Given her savings of more than VND400 million ($17,345), Tran is confident that she will be able to achieve her dream of owning a her own home before she turns 30.
“My goal is to buy an apartment that costs less than VND2.5 billion [$108,200]. I would like it to be one- or two-bedrooms with a nice view and all the necessary amenities. It would also have to allow me to pay in installments,” Tran said.
Taking out a mortgage
Vo Hoang Thai is a sales representative for an English center in Ho Chi Minh City. Thai earns about VND20 million ($867) per month and hopes his current salary is enough to put on the path towards buying a 40-square-meter, one bedroom apartment with "simple furniture.”
|Vo Hoang Thai works hard to earn enough money to buy an apartment in the city. Photo : Dieu Qui / Tuoi Tre|
“I live alone and my income is not very high,” Thai said.
"It won't be easy and it will take me a lot of time to achieve my goal."
COVID-19 has been a major setback for Thai. With English centers shut down during the pandemic, Thai was forced to find side gigs to ean extra income.

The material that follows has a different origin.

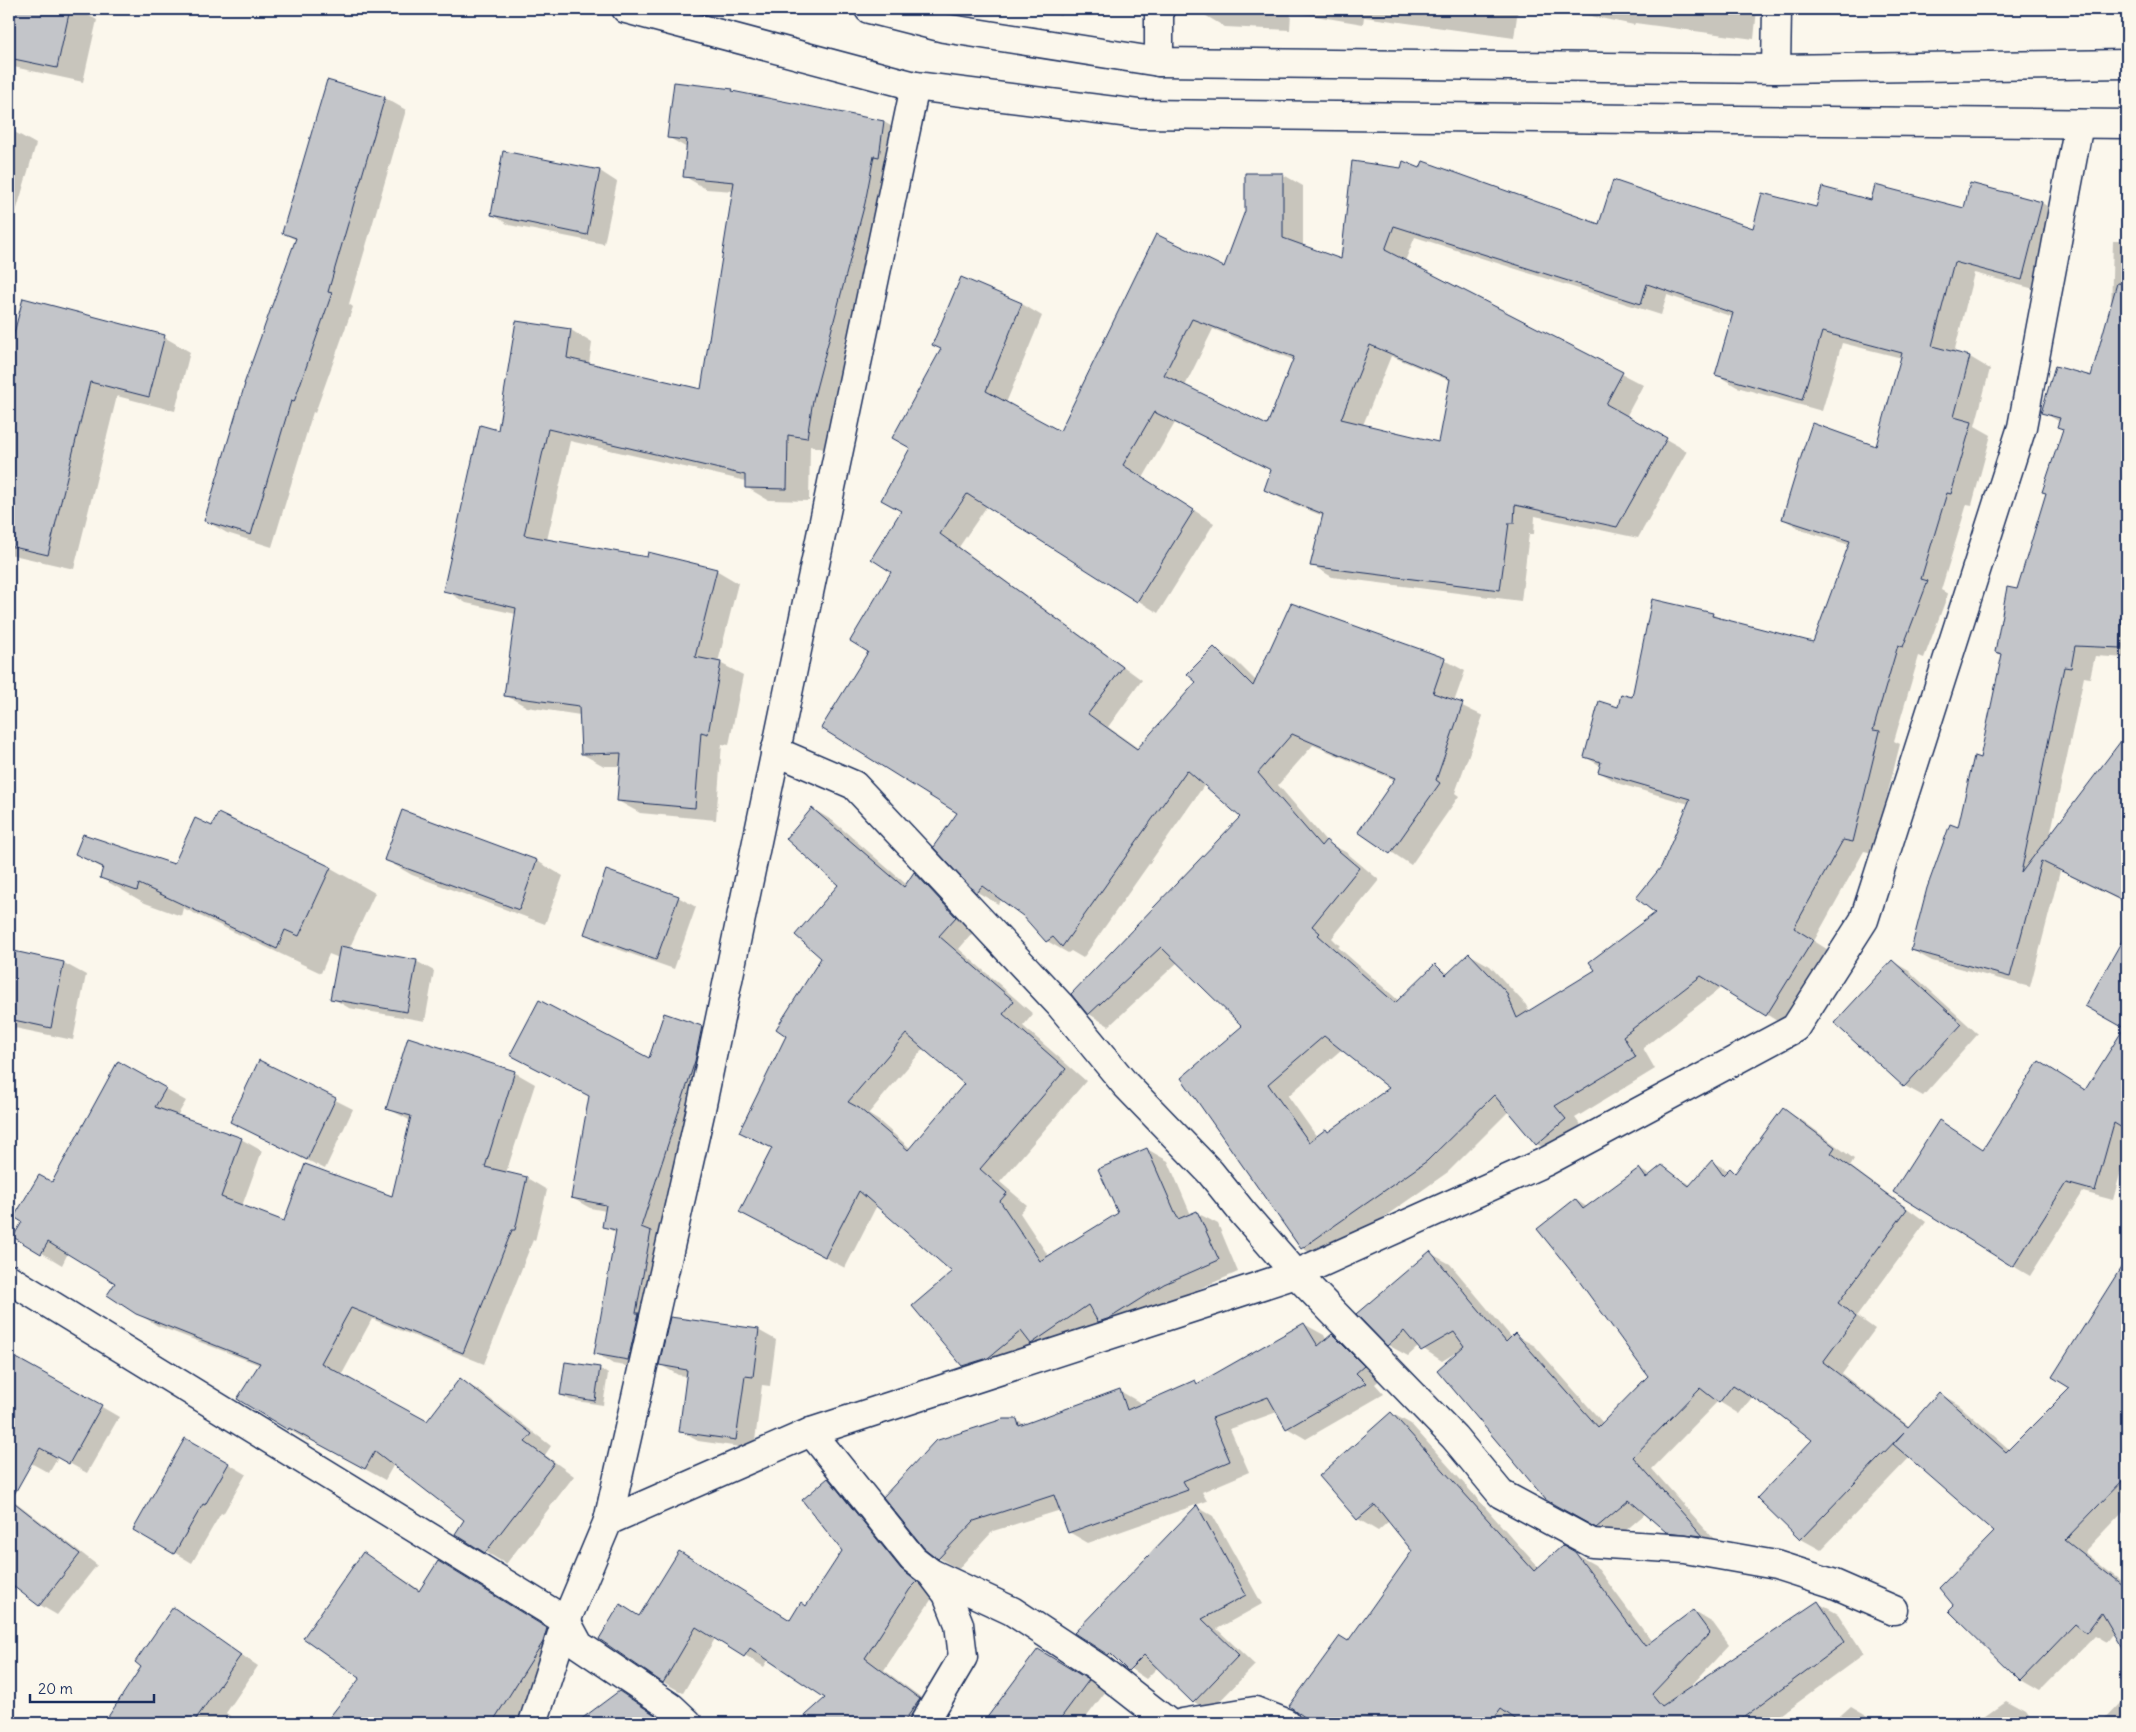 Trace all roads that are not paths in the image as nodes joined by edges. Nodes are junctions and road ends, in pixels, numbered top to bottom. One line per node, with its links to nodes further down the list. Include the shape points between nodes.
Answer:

His current expenses consist mainly of necessities, and he only occasoinally doles out cash for leisure activities.
To make his dream of owning an apartment come true, Thai plans to take out a mortgage.
“Some banks offer home loans with interest rates at 8.8-9 percent during the first year with rate adjustments from the second year onwards, depending on the market," Thai said.
The young man said he plans to put 70-75 percent of his monthly salary towards his mortgage.
“If something unexpected happens, I would probably have to borrow money from relatives and friends,” he explained.
According to a recent report issued by Batdongsan.vn , a real estate information website, 92 percent of Vietnamese have plans to purchase property in the future, the highest of any country in Southeast Asia.
Although he lives with his parents and siblings in a house in Tan Binh District, Dang Minh Viet, 32, dreams of owning his own home.
Viet currently works a stable job at a marketing agency and investments in real estate and cryptocurrency on the side.
He hopes to one day purchase an apartment for VND4-5 billion ($175,000-$217,875).
“I want to live in a safe environment that is not too big, has a nice view and amenities,” Viet said.
“I want to live on the outskirts of the city so that I can enjoy the peace and quiet without too much noise from traffic."
Viet hopes to save enough money to cover 50 percent of his future apartment’s value in the next two years, and then pay the remainder through a 15-year mortgage.
His strategy to cover the cost the cost of his mortgage including investing and carefully watching his expenses.
“If I purchase an apartment using a mortgage, I will try to pay it off as quickly as possible, rather than for the entire 15-year duration," he said.
Viet also has some advice for future homebuyers.
“Buyers should pay a minimum of 40 percent upfront, but 50 or 60 percent is better. That will allow them to have a more affordable monthly mortgage later on," he explained.
“It will also allow them to put some money aside for emergencies," he added.
Home ownership still beyond reach after 15 years of living and working in Ho Chi Minh City
Nguyen Thi Nghiep and her husband moved to Ho Chi Minh City in 2007. Though they have saved for years, the couple are still unable to afford a home.
Nghiep currently works at a factory while her husband works as a motorcycle taxi driver. They save every penny they earn, but home ownership still remains a dream.
At one point, the couple had enough money to purchase as house with help from a VND200 million ($8,680) loan, but Nghiep’s mother, who lives in the central province of Quang Ngai, was diagnosed with a serious illness and Nghiep had to take time off from work to take care of her and the couple's savings were depleted.
The couple had a second chance to purchase an apartment in Binh Tan District in 2019, but COVID-19 forced both Nghiep and her husband out of work, and they became unable to afford the downpayment.